LastCall: According To Sun-Starvation Diet Lady, Eating Food Solves Financial Problems
Guardian: Patently crazy Seattle woman Naveena Shine has abandoned her faith-based experiment to live on nothing but sunlight, water, and tea, because of money. She won’t admit failure, or even that this experiment is insane and will most certainly cause bodily harm, rather claiming that her current financial woes are, “a simple a message from the universe that it is time to stop.” If eating food lessens financial strain, I don’t know what I’m doing at work having a job right now.
Village Voice: In not at all breaking news, Alain Ducasse keeps his cool all the time. Maison Premiere’s Lisa Giffen recounted one crazy kitchen mishap in which, “We were frantic: We had to whip out 80 more gougères. But I’ll never forget seeing Mr. Ducasse standing there cool as a cucumber and watching all the other chefs watch us quietly from the sidelines.” Cucumbers and Alain Ducasse, so cool.
Huffington Post: Remember that game Telephone where you whisper things to your friends and the person at the end of the line says something ridiculously far off from the original idea? That totally happened in real life when this baker put an icing-painted cat atop a teen’s face for her graduation cake. Oh, you wanted a CAP? Ha, telephones.
Twitter: Heston Blumenthal reinvents the hamburger with one tweet. We are blown away.
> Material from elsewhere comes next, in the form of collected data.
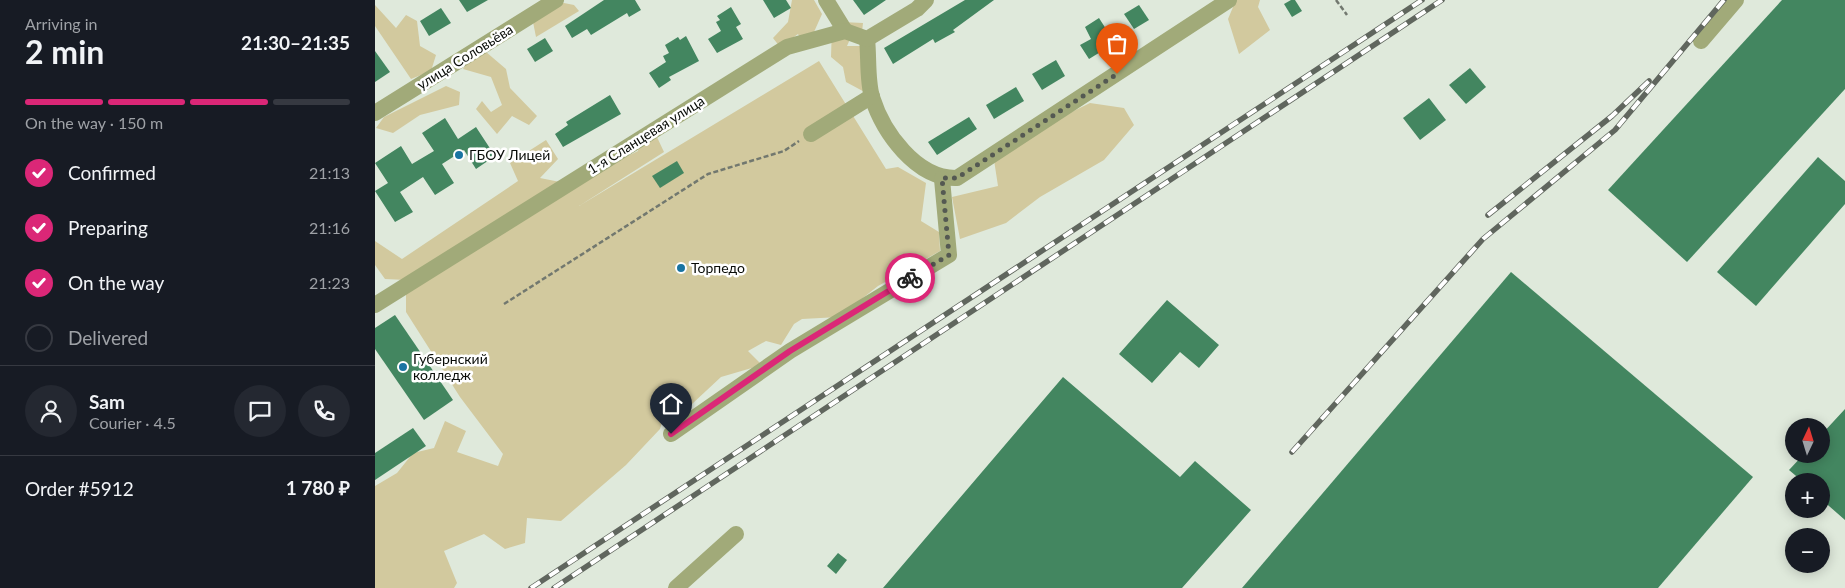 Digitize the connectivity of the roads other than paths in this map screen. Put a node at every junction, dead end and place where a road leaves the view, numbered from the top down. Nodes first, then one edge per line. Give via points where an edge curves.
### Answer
1 (556, 0) edge
2 (826, 0) edge
3 (926, 0) edge
4 (1229, 0) edge
5 (1736, 0) edge
6 (845, 32) junction
7 (867, 39) junction
8 (1701, 41) dead end
9 (872, 96) junction
10 (375, 113) edge
11 (811, 134) road end
12 (942, 178) junction
13 (376, 303) edge
14 (671, 434) dead end
15 (736, 534) dead end
16 (676, 588) edge

1 - 10 street, улица Соловьёва
2 - 6 street
3 - 7 street via 917,9
4 - 12 street via 957,178
5 - 8 street
6 - 7 street
6 - 13 street, 1-я Сланцевая улица via 787,47
7 - 9 street
9 - 11 street
9 - 12 street via 886,130 914,161
12 - 14 street via 949,255 790,351
15 - 16 street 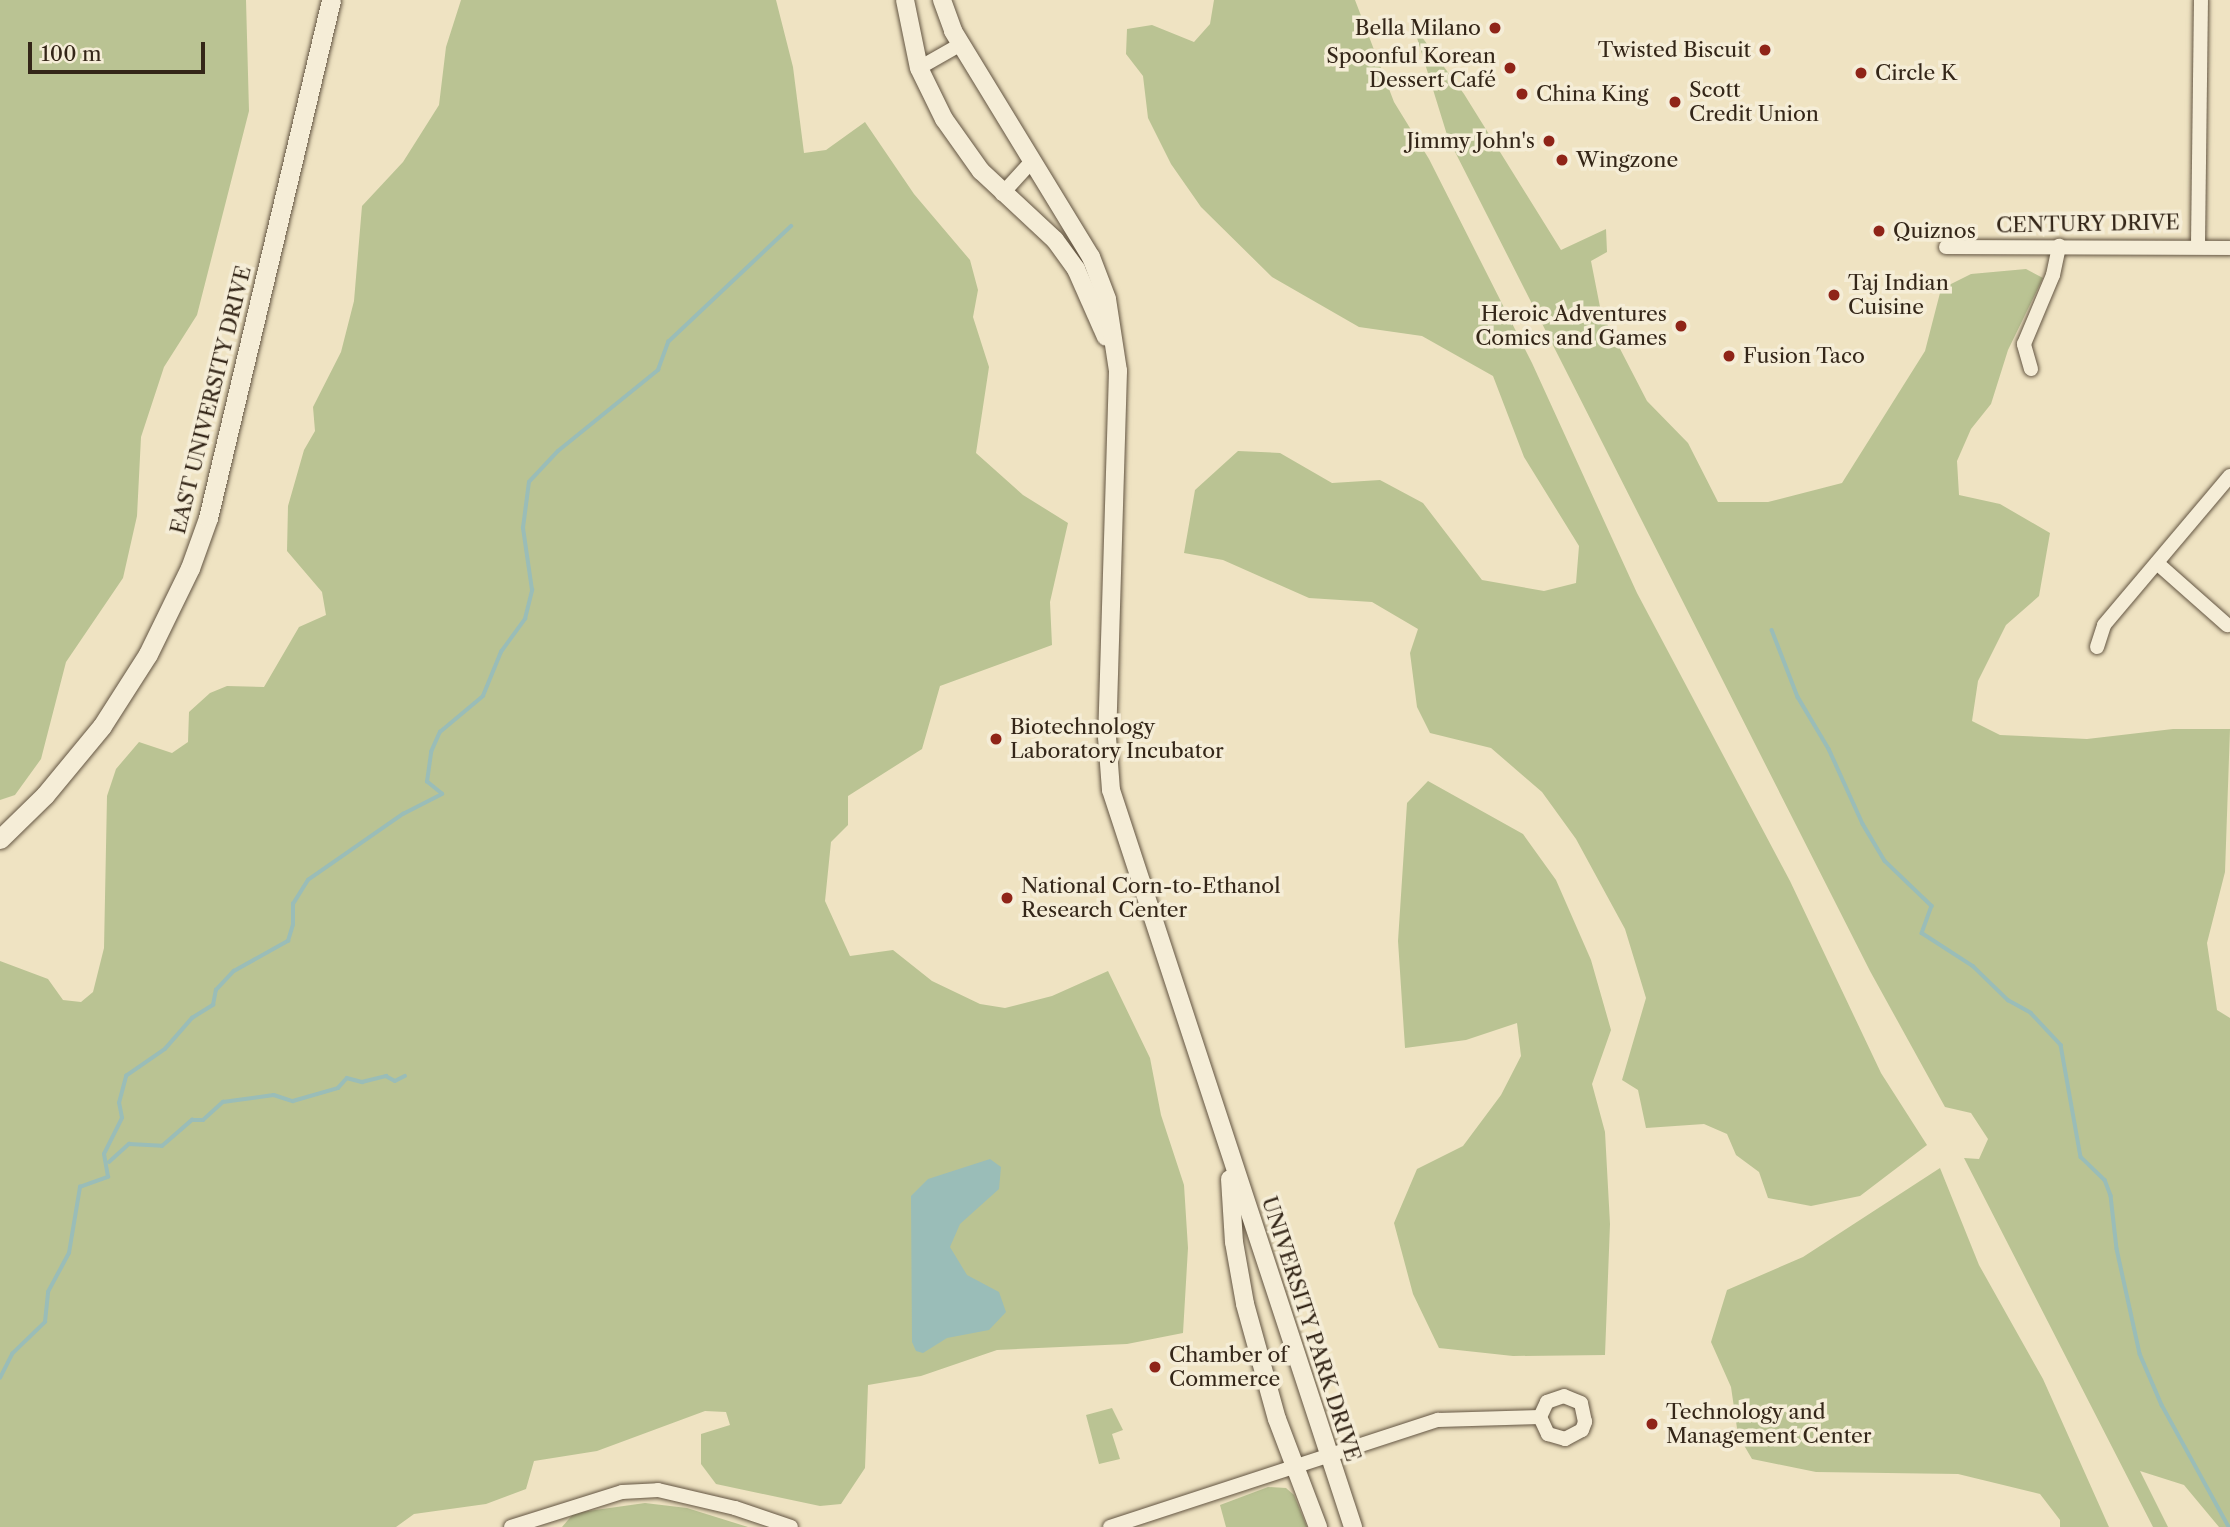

Page Six: Manhattan’s country-and-Western themed gay bar, aptly named Flaming Saddles, will soon be the setting for a drama-filled reality show. For the straight couple that owns the venue, the stress of a constant stream of celebrity clientele and dancing, muscle-bound drink slingers necessitates two couples therapists. Because they need more peripheral characters for the show? Whatever, we’re watching it.